Description of the task. Filter the records for "Granero" and keep each line that has it.
☆ ☆ ☆ ☆ ☆ ☆ ☆
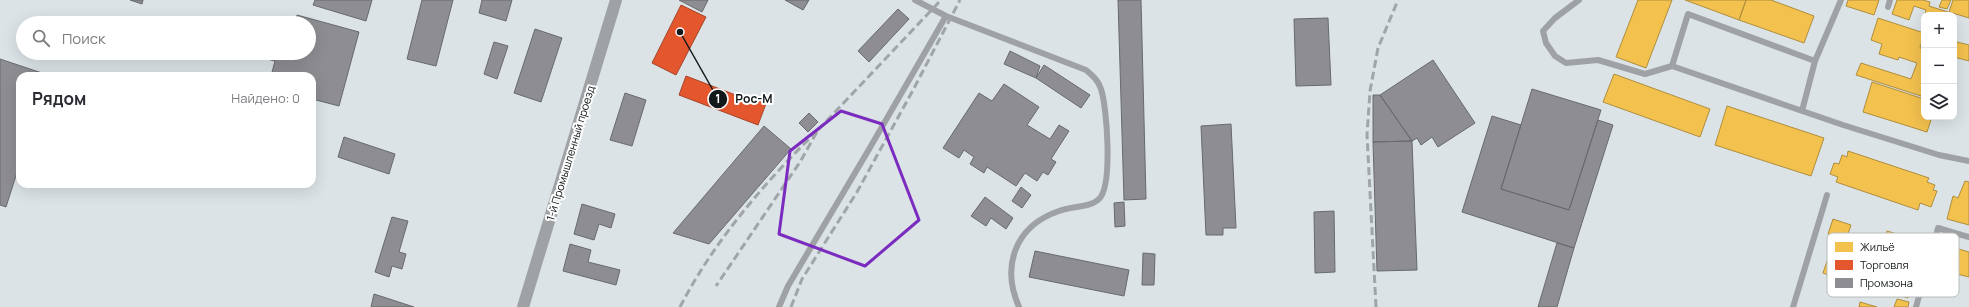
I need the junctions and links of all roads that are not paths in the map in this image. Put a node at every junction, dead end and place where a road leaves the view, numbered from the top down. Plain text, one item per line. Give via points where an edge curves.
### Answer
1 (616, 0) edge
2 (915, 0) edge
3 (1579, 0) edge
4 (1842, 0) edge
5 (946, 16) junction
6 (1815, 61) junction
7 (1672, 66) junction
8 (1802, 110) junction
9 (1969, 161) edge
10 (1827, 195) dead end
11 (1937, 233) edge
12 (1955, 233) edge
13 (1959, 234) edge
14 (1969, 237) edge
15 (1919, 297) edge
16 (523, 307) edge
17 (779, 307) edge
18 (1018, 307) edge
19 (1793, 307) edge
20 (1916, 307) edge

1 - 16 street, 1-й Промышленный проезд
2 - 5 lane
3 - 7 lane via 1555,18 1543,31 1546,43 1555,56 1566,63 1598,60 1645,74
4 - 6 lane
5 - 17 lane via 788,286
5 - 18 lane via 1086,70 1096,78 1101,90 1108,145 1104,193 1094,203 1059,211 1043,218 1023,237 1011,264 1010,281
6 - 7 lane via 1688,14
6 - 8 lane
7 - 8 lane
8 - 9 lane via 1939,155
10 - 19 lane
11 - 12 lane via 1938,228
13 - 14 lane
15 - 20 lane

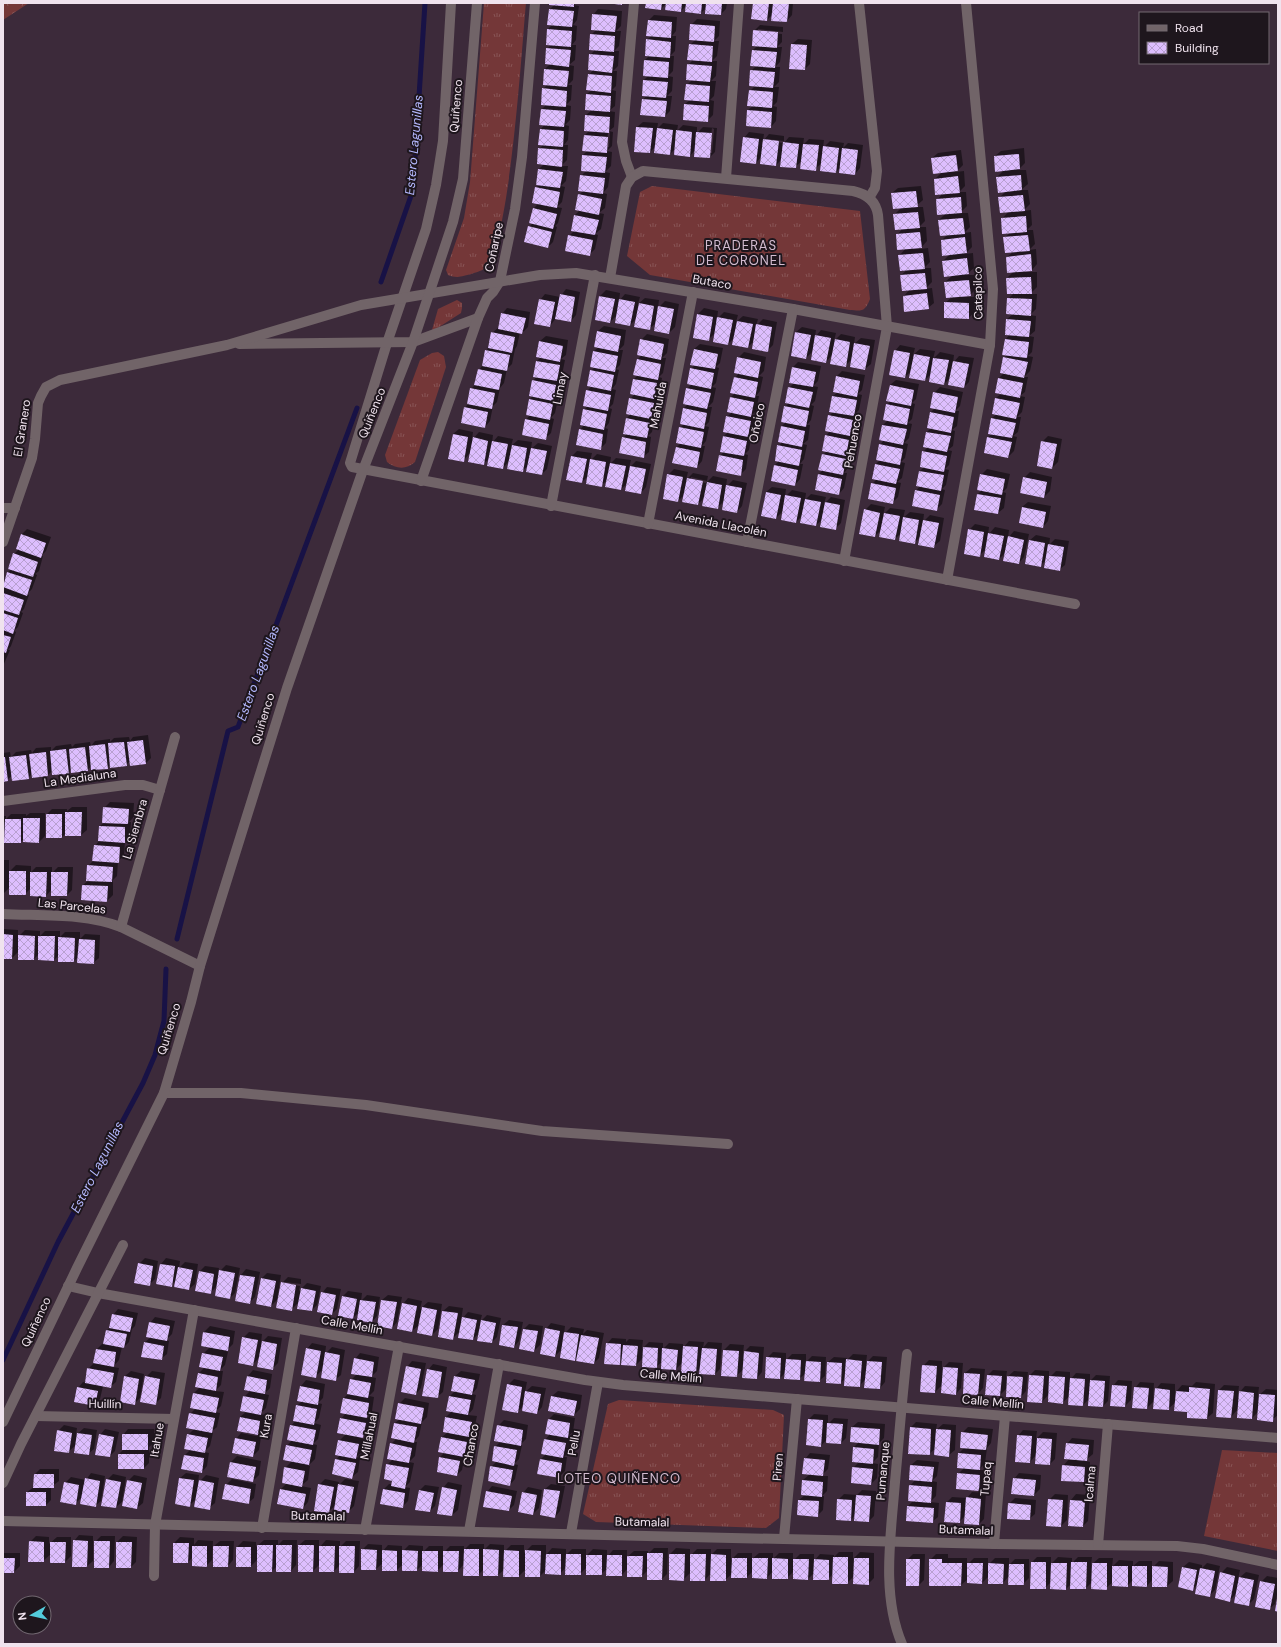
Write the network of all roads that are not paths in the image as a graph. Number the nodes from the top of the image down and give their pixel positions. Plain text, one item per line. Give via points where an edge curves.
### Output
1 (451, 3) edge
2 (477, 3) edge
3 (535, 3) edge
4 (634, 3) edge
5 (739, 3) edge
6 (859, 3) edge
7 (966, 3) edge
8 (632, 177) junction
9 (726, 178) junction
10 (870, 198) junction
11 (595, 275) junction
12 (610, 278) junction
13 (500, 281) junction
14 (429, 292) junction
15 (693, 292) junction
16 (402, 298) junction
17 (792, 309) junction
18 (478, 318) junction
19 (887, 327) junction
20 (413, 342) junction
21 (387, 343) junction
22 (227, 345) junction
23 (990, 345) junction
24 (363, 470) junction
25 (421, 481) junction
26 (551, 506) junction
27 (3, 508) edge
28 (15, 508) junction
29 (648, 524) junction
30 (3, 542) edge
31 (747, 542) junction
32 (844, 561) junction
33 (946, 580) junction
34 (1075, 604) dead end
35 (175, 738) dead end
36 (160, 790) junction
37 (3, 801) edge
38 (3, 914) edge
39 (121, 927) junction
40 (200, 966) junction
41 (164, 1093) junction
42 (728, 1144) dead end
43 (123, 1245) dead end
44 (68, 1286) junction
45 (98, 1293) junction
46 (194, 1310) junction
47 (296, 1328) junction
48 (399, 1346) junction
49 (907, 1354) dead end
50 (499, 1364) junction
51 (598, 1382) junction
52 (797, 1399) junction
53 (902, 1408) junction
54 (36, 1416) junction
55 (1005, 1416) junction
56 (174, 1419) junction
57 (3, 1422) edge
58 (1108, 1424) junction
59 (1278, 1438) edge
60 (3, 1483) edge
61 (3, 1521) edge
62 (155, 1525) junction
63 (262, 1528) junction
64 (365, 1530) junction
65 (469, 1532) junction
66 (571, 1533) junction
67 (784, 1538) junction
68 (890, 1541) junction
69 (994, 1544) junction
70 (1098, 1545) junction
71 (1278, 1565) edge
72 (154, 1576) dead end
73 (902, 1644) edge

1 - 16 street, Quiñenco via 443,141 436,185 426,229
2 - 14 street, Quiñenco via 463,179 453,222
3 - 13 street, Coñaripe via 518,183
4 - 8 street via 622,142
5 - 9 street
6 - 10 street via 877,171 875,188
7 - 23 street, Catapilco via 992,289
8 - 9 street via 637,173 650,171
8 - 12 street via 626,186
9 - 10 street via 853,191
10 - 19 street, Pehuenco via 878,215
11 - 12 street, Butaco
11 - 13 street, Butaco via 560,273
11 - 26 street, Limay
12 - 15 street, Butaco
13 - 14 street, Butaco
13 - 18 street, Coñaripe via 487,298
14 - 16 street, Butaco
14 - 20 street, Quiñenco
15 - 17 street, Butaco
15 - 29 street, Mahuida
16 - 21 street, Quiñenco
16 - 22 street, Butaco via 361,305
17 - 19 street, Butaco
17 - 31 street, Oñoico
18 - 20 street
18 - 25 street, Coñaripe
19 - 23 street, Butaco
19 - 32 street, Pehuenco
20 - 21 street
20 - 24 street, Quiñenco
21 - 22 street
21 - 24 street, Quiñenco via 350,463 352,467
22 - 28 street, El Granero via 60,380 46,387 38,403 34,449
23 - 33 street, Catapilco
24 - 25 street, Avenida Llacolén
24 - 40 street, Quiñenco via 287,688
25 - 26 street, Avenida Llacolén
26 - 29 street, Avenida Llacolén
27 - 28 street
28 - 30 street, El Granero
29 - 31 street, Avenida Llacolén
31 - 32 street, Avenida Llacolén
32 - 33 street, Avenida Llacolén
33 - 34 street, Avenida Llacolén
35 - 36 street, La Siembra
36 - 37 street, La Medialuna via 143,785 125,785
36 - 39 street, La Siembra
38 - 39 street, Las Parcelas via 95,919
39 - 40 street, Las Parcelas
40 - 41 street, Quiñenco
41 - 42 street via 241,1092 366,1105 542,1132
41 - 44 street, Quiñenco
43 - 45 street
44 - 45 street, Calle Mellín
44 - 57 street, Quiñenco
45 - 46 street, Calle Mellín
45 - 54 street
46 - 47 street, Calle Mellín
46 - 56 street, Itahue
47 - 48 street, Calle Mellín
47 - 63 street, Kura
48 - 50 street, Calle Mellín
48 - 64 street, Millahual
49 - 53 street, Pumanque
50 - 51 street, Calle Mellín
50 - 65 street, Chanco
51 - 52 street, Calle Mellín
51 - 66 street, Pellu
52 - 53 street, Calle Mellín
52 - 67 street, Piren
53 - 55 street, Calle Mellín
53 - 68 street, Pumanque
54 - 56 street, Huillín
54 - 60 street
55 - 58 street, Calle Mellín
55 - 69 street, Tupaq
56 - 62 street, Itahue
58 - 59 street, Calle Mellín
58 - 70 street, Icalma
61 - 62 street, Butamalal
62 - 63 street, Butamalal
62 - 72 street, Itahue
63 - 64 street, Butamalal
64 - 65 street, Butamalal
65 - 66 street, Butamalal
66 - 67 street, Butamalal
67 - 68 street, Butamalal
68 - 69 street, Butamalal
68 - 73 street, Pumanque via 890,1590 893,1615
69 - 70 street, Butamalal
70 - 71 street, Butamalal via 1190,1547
☆ ☆ ☆ ☆ ☆ ☆ ☆
Response area.
22 - 28 street, El Granero via 60,380 46,387 38,403 34,449
28 - 30 street, El Granero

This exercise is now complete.